=== Records supplied ===

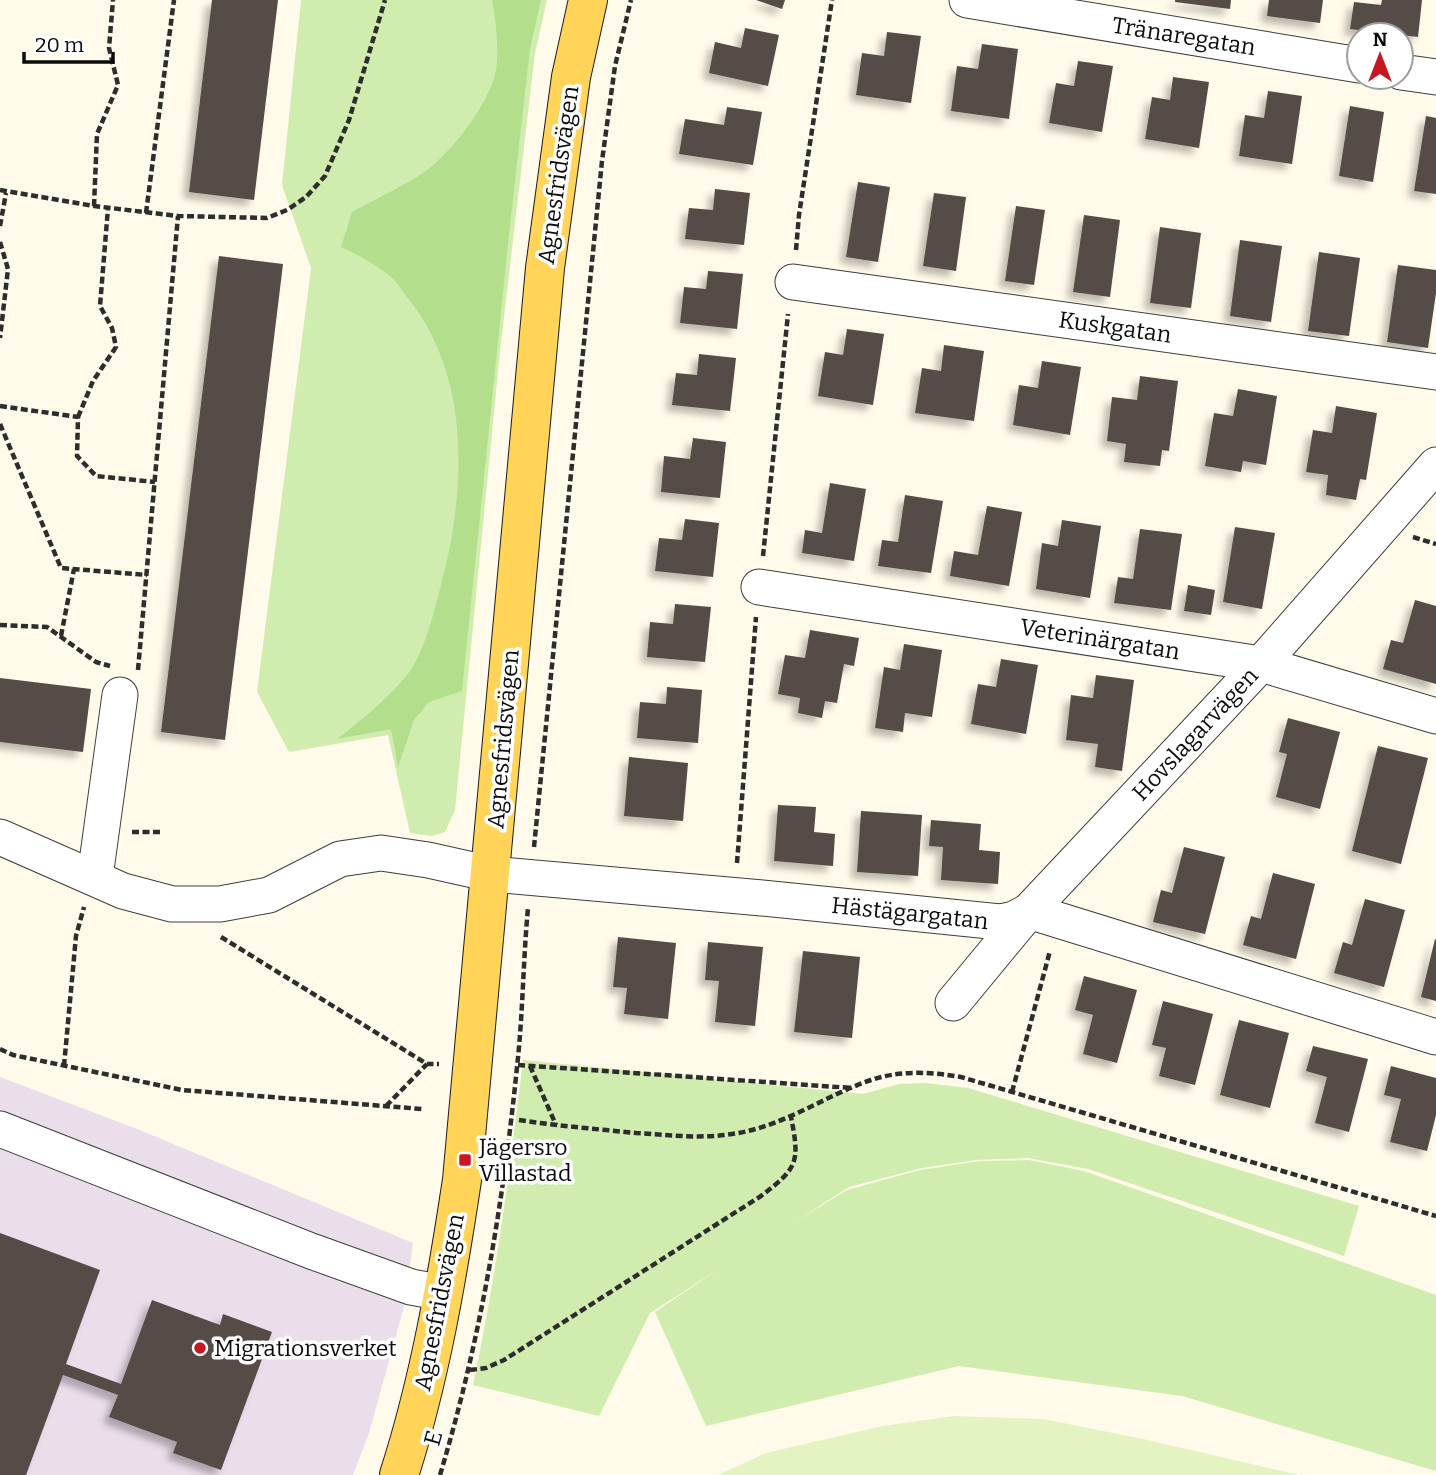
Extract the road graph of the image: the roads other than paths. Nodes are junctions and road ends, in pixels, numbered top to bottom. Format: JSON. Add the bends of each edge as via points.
{"nodes":[{"id":1,"x":588,"y":0,"type":"edge"},
{"id":2,"x":967,"y":0,"type":"edge"},
{"id":3,"x":1345,"y":63,"type":"edge"},
{"id":4,"x":1415,"y":74,"type":"edge"},
{"id":5,"x":1436,"y":77,"type":"edge"},
{"id":6,"x":793,"y":282,"type":"road end"},
{"id":7,"x":1436,"y":372,"type":"edge"},
{"id":8,"x":1436,"y":465,"type":"edge"},
{"id":9,"x":759,"y":587,"type":"road end"},
{"id":10,"x":1261,"y":664,"type":"junction"},
{"id":11,"x":129,"y":685,"type":"road end"},
{"id":12,"x":1436,"y":716,"type":"edge"},
{"id":13,"x":0,"y":837,"type":"edge"},
{"id":14,"x":491,"y":874,"type":"junction"},
{"id":15,"x":95,"y":877,"type":"junction"},
{"id":16,"x":1029,"y":911,"type":"junction"},
{"id":17,"x":953,"y":1003,"type":"dead end"},
{"id":18,"x":1436,"y":1037,"type":"edge"},
{"id":19,"x":0,"y":1129,"type":"edge"},
{"id":20,"x":444,"y":1293,"type":"junction"},
{"id":21,"x":399,"y":1475,"type":"edge"}],
"edges":[{"from":1,"to":14,"type":"main road","name":"Agnesfridsvägen","via":[[572,77],[545,268]]},
{"from":2,"to":3,"type":"street","name":"Tränaregatan"},
{"from":4,"to":5,"type":"street"},
{"from":6,"to":7,"type":"street","name":"Kuskgatan"},
{"from":8,"to":10,"type":"street","name":"Hovslagarvägen"},
{"from":9,"to":10,"type":"street","name":"Veterinärgatan"},
{"from":10,"to":12,"type":"street","name":"Veterinärgatan"},
{"from":10,"to":16,"type":"street","name":"Hovslagarvägen"},
{"from":11,"to":15,"type":"street"},
{"from":13,"to":15,"type":"street","name":"Hästägargatan"},
{"from":14,"to":15,"type":"street","name":"Hästägargatan","via":[[381,853],[340,859],[269,895],[220,904],[172,904],[123,891]]},
{"from":14,"to":16,"type":"street","name":"Hästägargatan","via":[[1000,922]]},
{"from":14,"to":20,"type":"main road","name":"Agnesfridsvägen","via":[[465,1160]]},
{"from":16,"to":17,"type":"street","name":"Hovslagarvägen"},
{"from":16,"to":18,"type":"street"},
{"from":19,"to":20,"type":"street","via":[[323,1256],[411,1287]]},
{"from":20,"to":21,"type":"main road","name":"Agnesfridsvägen"}]}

===

=== What is needed ===
Lines holding the word "main" in the entries above are the ones to pull out. Copy them all.

=== Output of the task ===
"edges":[{"from":1,"to":14,"type":"main road","name":"Agnesfridsvägen","via":[[572,77],[545,268]]},
{"from":14,"to":20,"type":"main road","name":"Agnesfridsvägen","via":[[465,1160]]},
{"from":20,"to":21,"type":"main road","name":"Agnesfridsvägen"}]}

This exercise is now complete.